## REQUIRED ACTION
Here the job is to transcribe the data verbatim while leaving each picture out.

## DATASET CONTENT

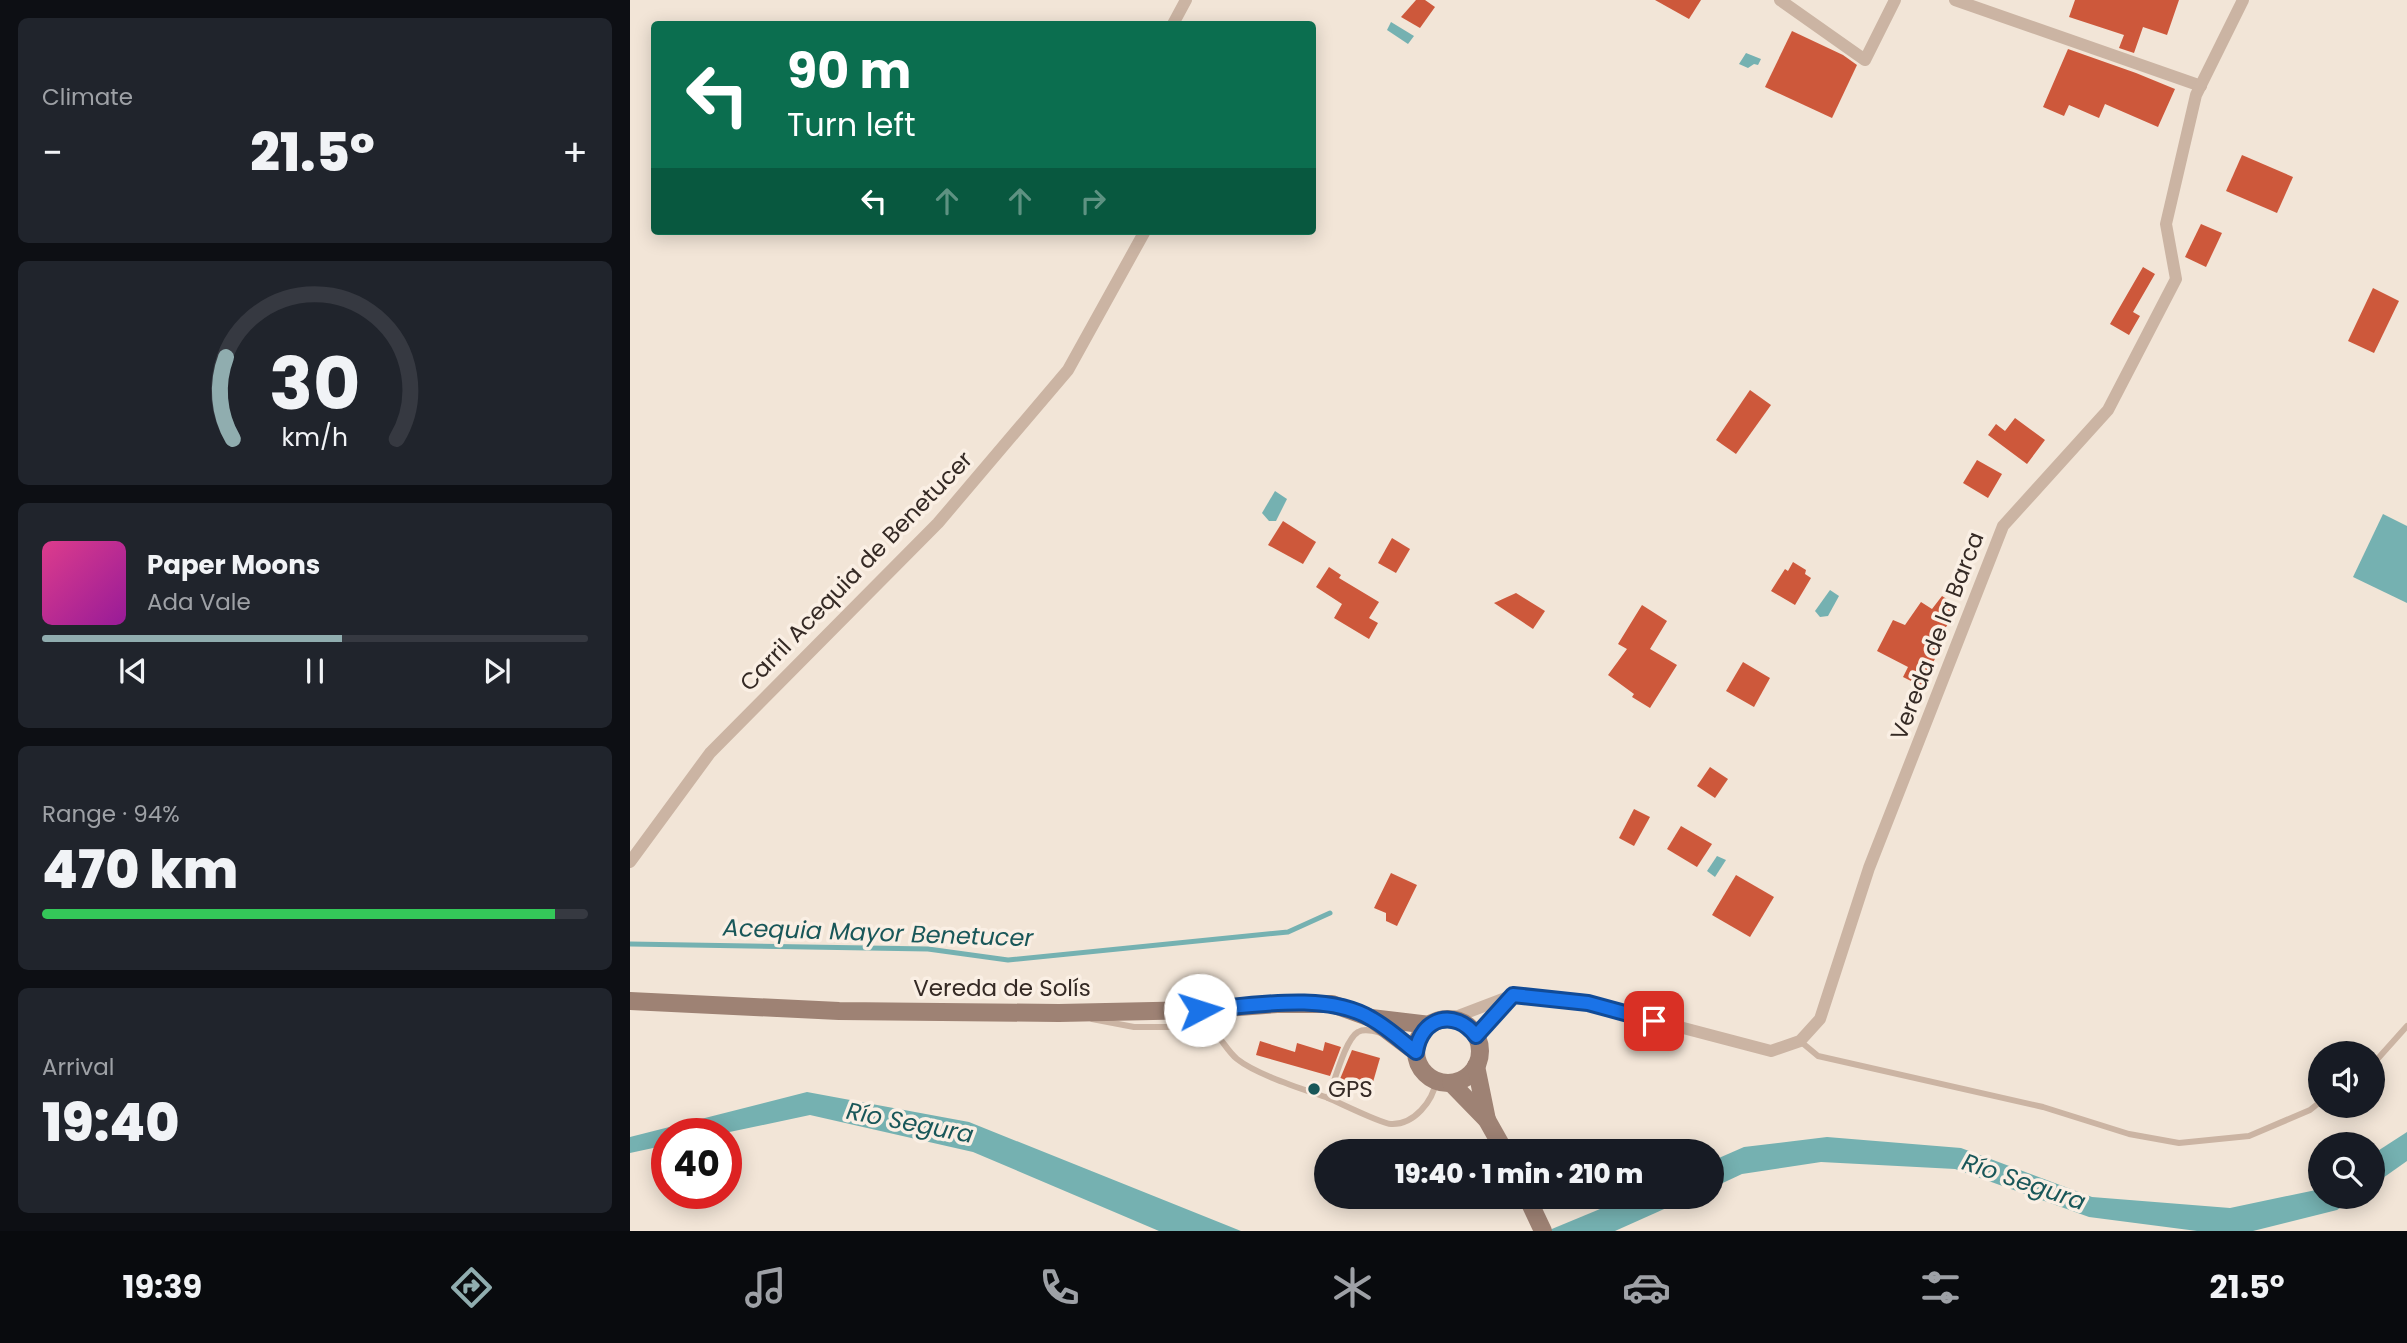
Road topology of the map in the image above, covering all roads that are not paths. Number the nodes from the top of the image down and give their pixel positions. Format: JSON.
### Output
{"nodes":[{"id":1,"x":1186,"y":0,"type":"edge"},
{"id":2,"x":1780,"y":0,"type":"edge"},
{"id":3,"x":1895,"y":0,"type":"edge"},
{"id":4,"x":1955,"y":0,"type":"edge"},
{"id":5,"x":2243,"y":0,"type":"edge"},
{"id":6,"x":1174,"y":21,"type":"edge"},
{"id":7,"x":2201,"y":86,"type":"junction"},
{"id":8,"x":1143,"y":235,"type":"edge"},
{"id":9,"x":630,"y":862,"type":"edge"},
{"id":10,"x":1513,"y":995,"type":"junction"},
{"id":11,"x":630,"y":1001,"type":"edge"},
{"id":12,"x":1059,"y":1013,"type":"junction"},
{"id":13,"x":1371,"y":1018,"type":"junction"},
{"id":14,"x":1451,"y":1019,"type":"junction"},
{"id":15,"x":1430,"y":1025,"type":"junction"},
{"id":16,"x":2407,"y":1026,"type":"edge"},
{"id":17,"x":1395,"y":1036,"type":"junction"},
{"id":18,"x":1476,"y":1036,"type":"junction"},
{"id":19,"x":1800,"y":1041,"type":"junction"},
{"id":20,"x":2385,"y":1051,"type":"edge"},
{"id":21,"x":1416,"y":1052,"type":"junction"},
{"id":22,"x":1476,"y":1066,"type":"junction"},
{"id":23,"x":1444,"y":1082,"type":"junction"},
{"id":24,"x":1328,"y":1098,"type":"junction"},
{"id":25,"x":2308,"y":1111,"type":"edge"},
{"id":26,"x":1487,"y":1120,"type":"junction"},
{"id":27,"x":1498,"y":1139,"type":"edge"},
{"id":28,"x":1533,"y":1209,"type":"edge"},
{"id":29,"x":1543,"y":1231,"type":"edge"}],
"edges":[{"from":1,"to":6,"type":"street"},
{"from":2,"to":3,"type":"street"},
{"from":4,"to":7,"type":"street"},
{"from":5,"to":7,"type":"street","name":"Vereda de la Barca"},
{"from":7,"to":19,"type":"street","name":"Vereda de la Barca"},
{"from":8,"to":9,"type":"street","name":"Carril Acequia de Benetucer"},
{"from":10,"to":14,"type":"street"},
{"from":10,"to":18,"type":"street"},
{"from":10,"to":19,"type":"street"},
{"from":11,"to":12,"type":"street","name":"Vereda de Solís"},
{"from":12,"to":13,"type":"street","name":"Vereda de Solís"},
{"from":12,"to":24,"type":"lane"},
{"from":13,"to":15,"type":"street","name":"Vereda de Solís"},
{"from":13,"to":17,"type":"street","name":"Vereda de Solís"},
{"from":14,"to":15,"type":"street"},
{"from":14,"to":18,"type":"street"},
{"from":15,"to":21,"type":"street"},
{"from":16,"to":20,"type":"lane"},
{"from":17,"to":21,"type":"street","name":"Vereda de Solís"},
{"from":17,"to":24,"type":"lane"},
{"from":18,"to":22,"type":"street"},
{"from":19,"to":25,"type":"lane"},
{"from":21,"to":23,"type":"street"},
{"from":22,"to":23,"type":"street"},
{"from":22,"to":26,"type":"street"},
{"from":23,"to":24,"type":"lane"},
{"from":23,"to":26,"type":"street"},
{"from":26,"to":27,"type":"street"},
{"from":28,"to":29,"type":"street"}]}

## TASK ANSWER
Road topology of the map in the image above, covering all roads that are not paths. Number the nodes from the top of the image down and give their pixel positions. Format: JSON.
### Output
{"nodes":[{"id":1,"x":1186,"y":0,"type":"edge"},
{"id":2,"x":1780,"y":0,"type":"edge"},
{"id":3,"x":1895,"y":0,"type":"edge"},
{"id":4,"x":1955,"y":0,"type":"edge"},
{"id":5,"x":2243,"y":0,"type":"edge"},
{"id":6,"x":1174,"y":21,"type":"edge"},
{"id":7,"x":2201,"y":86,"type":"junction"},
{"id":8,"x":1143,"y":235,"type":"edge"},
{"id":9,"x":630,"y":862,"type":"edge"},
{"id":10,"x":1513,"y":995,"type":"junction"},
{"id":11,"x":630,"y":1001,"type":"edge"},
{"id":12,"x":1059,"y":1013,"type":"junction"},
{"id":13,"x":1371,"y":1018,"type":"junction"},
{"id":14,"x":1451,"y":1019,"type":"junction"},
{"id":15,"x":1430,"y":1025,"type":"junction"},
{"id":16,"x":2407,"y":1026,"type":"edge"},
{"id":17,"x":1395,"y":1036,"type":"junction"},
{"id":18,"x":1476,"y":1036,"type":"junction"},
{"id":19,"x":1800,"y":1041,"type":"junction"},
{"id":20,"x":2385,"y":1051,"type":"edge"},
{"id":21,"x":1416,"y":1052,"type":"junction"},
{"id":22,"x":1476,"y":1066,"type":"junction"},
{"id":23,"x":1444,"y":1082,"type":"junction"},
{"id":24,"x":1328,"y":1098,"type":"junction"},
{"id":25,"x":2308,"y":1111,"type":"edge"},
{"id":26,"x":1487,"y":1120,"type":"junction"},
{"id":27,"x":1498,"y":1139,"type":"edge"},
{"id":28,"x":1533,"y":1209,"type":"edge"},
{"id":29,"x":1543,"y":1231,"type":"edge"}],
"edges":[{"from":1,"to":6,"type":"street"},
{"from":2,"to":3,"type":"street"},
{"from":4,"to":7,"type":"street"},
{"from":5,"to":7,"type":"street","name":"Vereda de la Barca"},
{"from":7,"to":19,"type":"street","name":"Vereda de la Barca"},
{"from":8,"to":9,"type":"street","name":"Carril Acequia de Benetucer"},
{"from":10,"to":14,"type":"street"},
{"from":10,"to":18,"type":"street"},
{"from":10,"to":19,"type":"street"},
{"from":11,"to":12,"type":"street","name":"Vereda de Solís"},
{"from":12,"to":13,"type":"street","name":"Vereda de Solís"},
{"from":12,"to":24,"type":"lane"},
{"from":13,"to":15,"type":"street","name":"Vereda de Solís"},
{"from":13,"to":17,"type":"street","name":"Vereda de Solís"},
{"from":14,"to":15,"type":"street"},
{"from":14,"to":18,"type":"street"},
{"from":15,"to":21,"type":"street"},
{"from":16,"to":20,"type":"lane"},
{"from":17,"to":21,"type":"street","name":"Vereda de Solís"},
{"from":17,"to":24,"type":"lane"},
{"from":18,"to":22,"type":"street"},
{"from":19,"to":25,"type":"lane"},
{"from":21,"to":23,"type":"street"},
{"from":22,"to":23,"type":"street"},
{"from":22,"to":26,"type":"street"},
{"from":23,"to":24,"type":"lane"},
{"from":23,"to":26,"type":"street"},
{"from":26,"to":27,"type":"street"},
{"from":28,"to":29,"type":"street"}]}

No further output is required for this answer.